= PROMPT =
Show all lines from the records below in which the string "Tioga" is present.

Records from a data collection
—————

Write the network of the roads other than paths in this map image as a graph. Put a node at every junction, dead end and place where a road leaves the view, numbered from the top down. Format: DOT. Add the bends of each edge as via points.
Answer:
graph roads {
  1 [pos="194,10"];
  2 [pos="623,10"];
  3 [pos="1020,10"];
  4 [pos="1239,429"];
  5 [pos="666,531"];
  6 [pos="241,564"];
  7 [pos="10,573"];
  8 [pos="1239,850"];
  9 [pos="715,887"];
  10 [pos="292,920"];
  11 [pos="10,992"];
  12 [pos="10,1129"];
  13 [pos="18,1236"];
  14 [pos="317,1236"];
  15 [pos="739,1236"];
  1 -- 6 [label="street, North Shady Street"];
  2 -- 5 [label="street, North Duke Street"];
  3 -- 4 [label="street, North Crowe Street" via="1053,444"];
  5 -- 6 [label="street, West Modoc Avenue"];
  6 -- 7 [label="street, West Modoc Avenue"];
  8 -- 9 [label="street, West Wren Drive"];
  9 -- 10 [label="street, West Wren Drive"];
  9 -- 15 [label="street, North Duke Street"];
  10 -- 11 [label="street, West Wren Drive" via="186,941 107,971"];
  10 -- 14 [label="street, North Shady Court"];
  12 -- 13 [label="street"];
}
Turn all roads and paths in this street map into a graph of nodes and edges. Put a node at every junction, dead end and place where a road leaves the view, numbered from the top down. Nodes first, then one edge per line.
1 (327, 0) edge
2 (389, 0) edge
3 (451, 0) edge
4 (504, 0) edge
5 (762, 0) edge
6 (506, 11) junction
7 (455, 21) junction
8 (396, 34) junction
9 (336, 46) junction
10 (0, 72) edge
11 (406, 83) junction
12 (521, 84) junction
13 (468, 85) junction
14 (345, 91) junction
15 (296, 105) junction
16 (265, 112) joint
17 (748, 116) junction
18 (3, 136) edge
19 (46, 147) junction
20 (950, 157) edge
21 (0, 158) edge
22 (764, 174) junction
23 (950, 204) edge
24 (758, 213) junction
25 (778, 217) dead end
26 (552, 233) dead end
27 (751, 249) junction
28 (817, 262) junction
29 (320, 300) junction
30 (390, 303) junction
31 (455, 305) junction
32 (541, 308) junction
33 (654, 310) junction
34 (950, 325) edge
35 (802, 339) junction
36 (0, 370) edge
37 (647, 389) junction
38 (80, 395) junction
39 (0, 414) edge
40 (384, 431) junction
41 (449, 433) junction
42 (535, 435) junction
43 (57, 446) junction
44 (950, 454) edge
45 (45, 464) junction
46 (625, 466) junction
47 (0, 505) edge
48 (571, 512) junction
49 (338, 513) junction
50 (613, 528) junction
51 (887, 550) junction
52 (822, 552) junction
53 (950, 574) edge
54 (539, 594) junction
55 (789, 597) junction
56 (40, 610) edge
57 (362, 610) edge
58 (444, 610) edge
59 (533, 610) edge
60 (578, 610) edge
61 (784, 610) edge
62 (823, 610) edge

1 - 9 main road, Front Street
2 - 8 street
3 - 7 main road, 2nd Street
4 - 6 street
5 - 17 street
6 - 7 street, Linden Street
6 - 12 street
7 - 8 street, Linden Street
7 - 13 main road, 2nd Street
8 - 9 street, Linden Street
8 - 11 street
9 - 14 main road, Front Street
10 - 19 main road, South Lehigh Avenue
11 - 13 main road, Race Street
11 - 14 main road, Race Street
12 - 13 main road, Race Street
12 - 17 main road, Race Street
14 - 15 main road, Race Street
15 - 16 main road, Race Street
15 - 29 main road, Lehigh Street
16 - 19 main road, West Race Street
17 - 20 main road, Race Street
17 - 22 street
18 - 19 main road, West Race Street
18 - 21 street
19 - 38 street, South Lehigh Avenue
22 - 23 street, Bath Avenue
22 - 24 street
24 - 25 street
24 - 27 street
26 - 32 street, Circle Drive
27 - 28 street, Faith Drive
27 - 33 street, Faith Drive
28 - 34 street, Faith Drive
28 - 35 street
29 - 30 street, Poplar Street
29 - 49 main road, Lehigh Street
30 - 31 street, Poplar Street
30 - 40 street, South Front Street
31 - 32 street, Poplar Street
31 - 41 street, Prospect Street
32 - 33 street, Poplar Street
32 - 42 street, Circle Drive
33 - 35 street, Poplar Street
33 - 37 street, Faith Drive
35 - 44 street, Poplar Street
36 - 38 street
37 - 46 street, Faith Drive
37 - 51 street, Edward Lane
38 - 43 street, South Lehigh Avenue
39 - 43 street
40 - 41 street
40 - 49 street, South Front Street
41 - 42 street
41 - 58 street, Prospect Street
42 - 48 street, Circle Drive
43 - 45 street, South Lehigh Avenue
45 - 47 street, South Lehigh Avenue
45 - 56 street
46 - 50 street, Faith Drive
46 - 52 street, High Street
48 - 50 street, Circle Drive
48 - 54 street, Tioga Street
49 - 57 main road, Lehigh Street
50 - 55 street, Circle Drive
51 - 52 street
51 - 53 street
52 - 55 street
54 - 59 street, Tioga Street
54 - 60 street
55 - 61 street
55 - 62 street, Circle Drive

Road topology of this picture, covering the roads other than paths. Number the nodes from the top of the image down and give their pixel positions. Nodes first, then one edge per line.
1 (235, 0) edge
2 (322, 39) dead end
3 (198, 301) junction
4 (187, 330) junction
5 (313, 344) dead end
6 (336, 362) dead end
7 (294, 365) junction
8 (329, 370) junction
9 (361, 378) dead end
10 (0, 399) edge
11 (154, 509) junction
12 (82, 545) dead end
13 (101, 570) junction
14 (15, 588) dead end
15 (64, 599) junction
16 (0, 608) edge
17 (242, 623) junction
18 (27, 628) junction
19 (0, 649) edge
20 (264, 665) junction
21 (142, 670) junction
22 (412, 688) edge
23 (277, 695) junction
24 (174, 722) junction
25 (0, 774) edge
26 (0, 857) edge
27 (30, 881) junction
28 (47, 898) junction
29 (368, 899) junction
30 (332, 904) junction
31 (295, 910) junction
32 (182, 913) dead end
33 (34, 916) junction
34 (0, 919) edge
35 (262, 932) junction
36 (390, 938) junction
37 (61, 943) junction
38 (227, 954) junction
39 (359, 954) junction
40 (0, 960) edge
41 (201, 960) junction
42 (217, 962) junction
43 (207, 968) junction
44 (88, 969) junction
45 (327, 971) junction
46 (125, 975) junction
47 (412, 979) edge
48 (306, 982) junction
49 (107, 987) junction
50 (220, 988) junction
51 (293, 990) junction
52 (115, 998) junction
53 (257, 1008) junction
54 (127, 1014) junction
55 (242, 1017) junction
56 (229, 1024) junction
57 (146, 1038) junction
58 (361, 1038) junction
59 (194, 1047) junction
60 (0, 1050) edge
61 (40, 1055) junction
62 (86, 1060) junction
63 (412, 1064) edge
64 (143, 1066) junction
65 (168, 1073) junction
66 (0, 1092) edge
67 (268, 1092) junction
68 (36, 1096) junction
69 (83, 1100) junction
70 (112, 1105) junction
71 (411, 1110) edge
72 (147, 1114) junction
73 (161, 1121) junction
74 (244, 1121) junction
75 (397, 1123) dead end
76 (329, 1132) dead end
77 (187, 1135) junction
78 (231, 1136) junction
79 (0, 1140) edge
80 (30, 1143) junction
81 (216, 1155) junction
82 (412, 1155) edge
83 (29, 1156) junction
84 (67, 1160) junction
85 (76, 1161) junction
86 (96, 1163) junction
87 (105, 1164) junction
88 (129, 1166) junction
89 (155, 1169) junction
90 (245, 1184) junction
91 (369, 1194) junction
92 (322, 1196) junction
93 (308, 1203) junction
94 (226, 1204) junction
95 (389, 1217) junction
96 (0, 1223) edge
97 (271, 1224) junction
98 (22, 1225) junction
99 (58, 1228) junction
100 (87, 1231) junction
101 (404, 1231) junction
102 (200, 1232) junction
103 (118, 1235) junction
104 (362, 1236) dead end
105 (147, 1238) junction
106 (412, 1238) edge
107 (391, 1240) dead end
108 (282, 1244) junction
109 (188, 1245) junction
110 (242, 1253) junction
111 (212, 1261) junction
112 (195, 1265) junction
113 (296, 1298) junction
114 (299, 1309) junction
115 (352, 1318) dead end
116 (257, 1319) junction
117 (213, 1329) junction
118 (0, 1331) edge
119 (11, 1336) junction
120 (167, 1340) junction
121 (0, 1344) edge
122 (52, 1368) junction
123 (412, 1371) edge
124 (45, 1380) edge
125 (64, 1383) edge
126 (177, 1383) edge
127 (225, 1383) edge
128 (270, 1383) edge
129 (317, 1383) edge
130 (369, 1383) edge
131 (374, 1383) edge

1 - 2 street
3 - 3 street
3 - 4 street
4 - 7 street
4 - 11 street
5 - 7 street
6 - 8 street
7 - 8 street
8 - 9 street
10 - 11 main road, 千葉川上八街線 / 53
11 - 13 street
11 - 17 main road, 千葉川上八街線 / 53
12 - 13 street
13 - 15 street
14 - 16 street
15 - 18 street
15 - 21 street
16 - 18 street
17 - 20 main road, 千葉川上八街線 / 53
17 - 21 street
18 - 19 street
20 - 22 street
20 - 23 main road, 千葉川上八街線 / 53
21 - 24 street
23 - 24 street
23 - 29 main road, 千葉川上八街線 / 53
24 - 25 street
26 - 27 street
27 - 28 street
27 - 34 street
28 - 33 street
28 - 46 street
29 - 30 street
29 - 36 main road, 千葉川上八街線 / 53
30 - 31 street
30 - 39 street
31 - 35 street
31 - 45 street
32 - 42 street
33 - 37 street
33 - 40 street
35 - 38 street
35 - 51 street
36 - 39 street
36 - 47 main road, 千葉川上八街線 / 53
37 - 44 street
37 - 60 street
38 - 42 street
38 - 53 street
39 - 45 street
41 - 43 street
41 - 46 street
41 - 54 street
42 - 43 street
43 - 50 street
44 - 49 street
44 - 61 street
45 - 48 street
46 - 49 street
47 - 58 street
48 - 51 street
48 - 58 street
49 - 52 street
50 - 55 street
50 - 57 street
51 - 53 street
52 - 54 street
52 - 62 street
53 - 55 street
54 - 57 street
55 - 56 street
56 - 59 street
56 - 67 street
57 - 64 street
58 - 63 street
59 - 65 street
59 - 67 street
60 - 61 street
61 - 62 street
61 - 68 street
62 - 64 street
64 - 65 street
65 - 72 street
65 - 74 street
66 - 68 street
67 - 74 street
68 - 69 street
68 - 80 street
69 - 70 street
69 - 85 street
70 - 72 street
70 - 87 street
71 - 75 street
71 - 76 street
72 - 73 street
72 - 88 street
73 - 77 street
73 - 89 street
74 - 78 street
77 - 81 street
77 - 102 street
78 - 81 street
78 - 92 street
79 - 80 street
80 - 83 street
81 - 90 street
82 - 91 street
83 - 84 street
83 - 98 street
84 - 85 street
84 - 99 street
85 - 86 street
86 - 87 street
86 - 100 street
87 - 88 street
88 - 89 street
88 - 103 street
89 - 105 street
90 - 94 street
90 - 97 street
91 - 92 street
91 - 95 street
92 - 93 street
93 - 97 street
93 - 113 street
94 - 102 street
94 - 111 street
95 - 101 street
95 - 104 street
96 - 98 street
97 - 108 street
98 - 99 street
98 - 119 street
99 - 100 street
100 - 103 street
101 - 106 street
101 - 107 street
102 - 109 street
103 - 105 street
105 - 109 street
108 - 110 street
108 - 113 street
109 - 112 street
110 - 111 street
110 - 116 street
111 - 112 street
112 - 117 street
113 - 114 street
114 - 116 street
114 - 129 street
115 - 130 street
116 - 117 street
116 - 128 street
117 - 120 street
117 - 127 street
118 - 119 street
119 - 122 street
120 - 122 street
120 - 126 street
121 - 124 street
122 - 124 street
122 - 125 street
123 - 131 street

—————

= TASK ANSWER =
48 - 54 street, Tioga Street
54 - 59 street, Tioga Street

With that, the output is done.